このように、従来のスルホンイミド化合物の製造方法は工業的な製造方法とは言いがたく、工業的に安価でかつ操作性に優れたスルホンイミド化合物の製造方法の出現が望まれていた。
【0005】
【非特許文献1】Inorganic Chemisty 23巻 3720―3723頁(1984年)
【非特許文献2】Inorganic Chemisty 32巻 5007―5010頁(1993年)
【特許文献1】特開平8―81436号公報
【特許文献2】特開2001―288193号公報
【発明の開示】
【発明が解決しようとする課題】
【0006】
本発明は、上記問題点に鑑み、工業的に安価でかつ操作性に優れたスルホンイミド化合物の製造方法を提供することを目的とする。
【課題を解決するための手段】
【0007】
本発明者らは上記問題を解決すべく鋭意研究を行った結果、第3級アミン、複素環式アミンである有機塩基化合物、あるいはアルカリ金属またはアルカリ土類金属を成分とする炭酸塩、炭酸水素塩、リン酸塩、水酸化物、酸化物である無機塩基化合物の何れから選ばれる塩基化合物の存在下、スルホンアミド化合物とスルホン酸無水物を反応させることにより、高収率でスルホンイミド化合物が得られることを見出し、本発明を完成するに至った。
【0008】
すなわち、本発明は以下のとおりである。
[1]下記一般式(1)
Rf1SO2NH2 ・・・(1)
(Rf1は、炭素数1から12のフッ素化炭化水素基あるいはその置換体を示す。)
で表されるスルホンアミド化合物を、第3級アミン、複素環式アミンである有機塩基化合物、あるいはアルカリ金属またはアルカリ土類金属を成分とする炭酸塩、炭酸水素塩、リン酸塩、水酸化物、酸化物である無機塩基化合物の何れから選ばれる塩基化合物の存在下、下記一般式(2)
(Rf2SO2)2O ・・・(2)
(Rf2は、炭素数1から12のフッ素化炭化水素基あるいはその置換体を示す。)
で表されるスルホン酸無水物と反応させて、下記一般式(3)
Rf1SO2N(M)SO2Rf2 ・・・(3)
(Rf1は上記一般式(1)のRf1と同じであり、Rf2は上記一般式(2)のRf2と同じである。MはMa、Mb1/2、有機アンモニウム基であり、Maはアルカリ金属、Mbはアルカリ土類金属である。)
で表されるスルホンイミド化合物を製造する方法。
[2]上記一般式(1)及び(3)のRf1が炭素数1〜12の水素原子含有フッ素化炭化水素基である上記[1]に記載の方法。
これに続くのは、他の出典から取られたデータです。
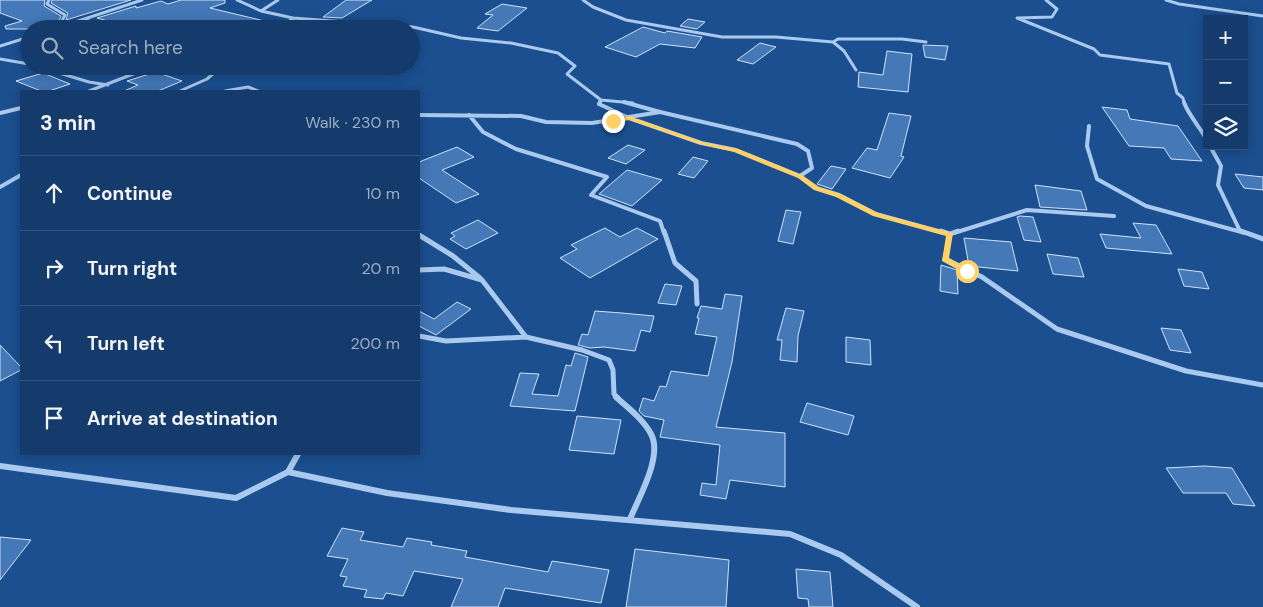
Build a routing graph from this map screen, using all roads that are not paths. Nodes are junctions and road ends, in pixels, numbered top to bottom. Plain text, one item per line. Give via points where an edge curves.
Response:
1 (49, 0) edge
2 (142, 0) edge
3 (237, 0) edge
4 (278, 0) edge
5 (583, 0) edge
6 (1046, 0) edge
7 (1166, 0) edge
8 (261, 11) junction
9 (1263, 16) edge
10 (293, 18) junction
11 (62, 20) edge
12 (84, 20) edge
13 (290, 20) edge
14 (320, 20) edge
15 (420, 29) edge
16 (20, 40) edge
17 (832, 42) junction
18 (926, 42) dead end
19 (0, 46) edge
20 (0, 59) edge
21 (20, 62) edge
22 (856, 70) dead end
23 (66, 75) edge
24 (132, 75) edge
25 (212, 75) edge
26 (207, 79) junction
27 (108, 85) junction
28 (92, 90) edge
29 (182, 90) edge
30 (190, 90) edge
31 (231, 90) edge
32 (256, 90) edge
33 (602, 100) junction
34 (20, 108) edge
35 (660, 112) junction
36 (0, 113) edge
37 (420, 115) edge
38 (469, 115) junction
39 (629, 118) junction
40 (1089, 126) dead end
41 (1203, 133) edge
42 (1212, 150) edge
43 (20, 176) edge
44 (800, 176) junction
45 (0, 187) edge
46 (1114, 216) dead end
47 (1240, 231) junction
48 (950, 234) junction
49 (420, 236) edge
50 (1263, 239) edge
51 (420, 270) edge
52 (482, 280) junction
53 (697, 304) dead end
54 (420, 336) edge
55 (526, 337) junction
56 (1263, 385) edge
57 (297, 455) edge
58 (0, 466) edge
59 (288, 472) junction
60 (630, 519) junction
61 (917, 607) edge

1 - 11 street via 47,4 63,12
2 - 12 street
3 - 8 street
4 - 8 street
5 - 17 street via 626,20 722,37
6 - 41 street via 1057,9 1052,17 1018,18 1094,49 1100,55 1168,64 1177,84 1177,93
7 - 9 street
8 - 10 street
10 - 13 street
10 - 14 street
15 - 33 street via 558,53 575,66 567,74
16 - 19 street
17 - 18 street via 838,39
17 - 22 street via 843,48
20 - 21 street
23 - 27 street
24 - 27 street
25 - 26 street
26 - 29 street
26 - 30 street
27 - 28 street
31 - 32 street via 248,87
33 - 35 street via 631,102
33 - 39 street via 599,104
34 - 36 street
35 - 39 street
35 - 44 street via 797,144 808,152 812,168
37 - 38 street
38 - 39 street via 592,123
38 - 53 street via 483,132 516,149 607,177 591,196 660,220 675,263 696,281
39 - 44 street via 701,143 736,150
40 - 47 street via 1087,146 1096,179 1146,206
42 - 47 street via 1221,166 1218,185
43 - 45 street
44 - 48 street via 816,188 839,195 876,214
46 - 48 street via 1027,210
47 - 50 street
48 - 56 street via 945,259 982,277 1057,329 1186,372
49 - 52 street
51 - 52 street via 444,268
52 - 55 street
54 - 55 street via 446,341
55 - 60 street via 602,356 612,365 614,394 654,441 655,456
57 - 59 street
58 - 59 street via 236,498
59 - 60 street via 387,493 492,508
60 - 61 street via 790,534 829,548 861,565

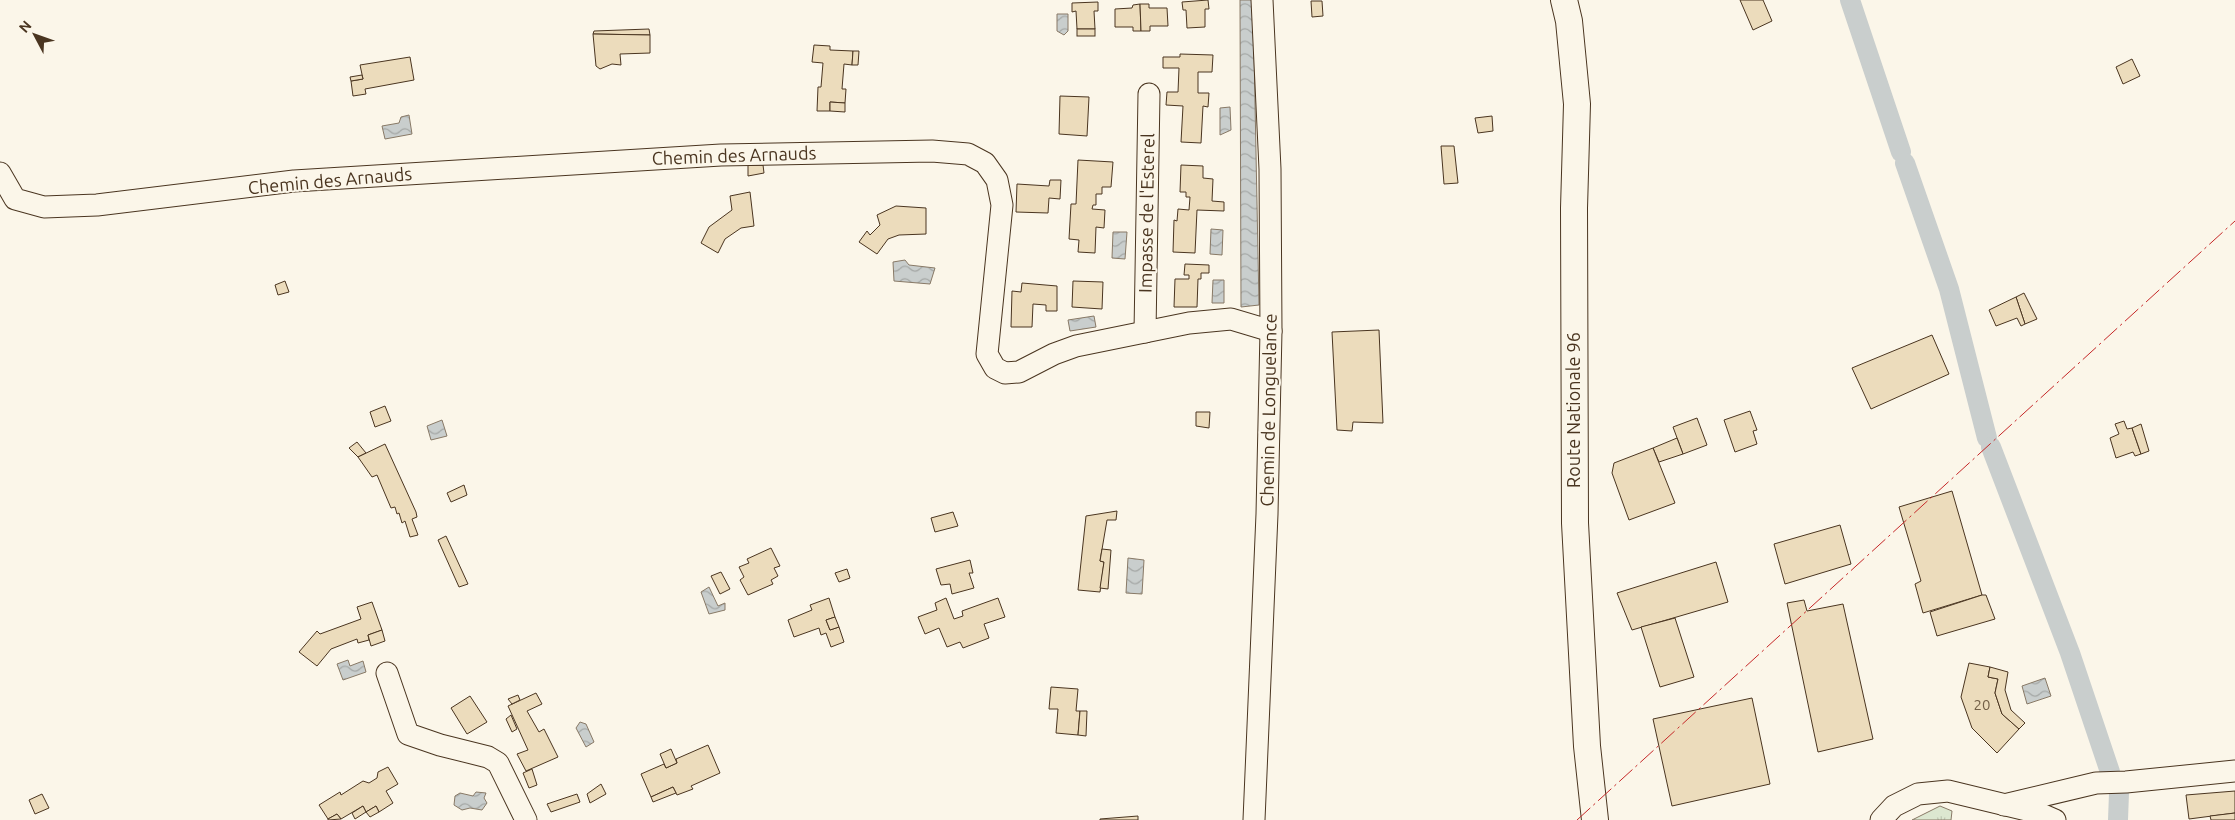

[3]上記一般式(2)及び(3)のRf2が炭素数1〜4のペルフルオロアルキル基である上記[1]又は[2]に記載の方法。
【発明の効果】
【0009】
本発明によれば、オートクレーブを使用することなく、有機イオン伝導体及びルイス酸触媒等として有用な物質であるスルホンイミド化合物を高収率で製造することができる。
【発明を実施するための最良の形態】
【0010】
以下、本発明について詳細に記述する。
本発明は、スルホンアミド化合物を、第3級アミン、複素環式アミンである有機塩基化合物、あるいはアルカリ金属またはアルカリ土類金属を成分とする炭酸塩、炭酸水素塩、リン酸塩、水酸化物、酸化物である無機塩基化合物の何れから選ばれる塩基化合物の存在下、室温より沸点が高いスルホン酸無水物と反応させることにより、高収率でスルホンイミド化合物を製造する方法に関する。
本発明において、下記一般式(1)
Rf1SO2NH2 ・・・(1)
で表されるスルホンアミド化合物が使用される。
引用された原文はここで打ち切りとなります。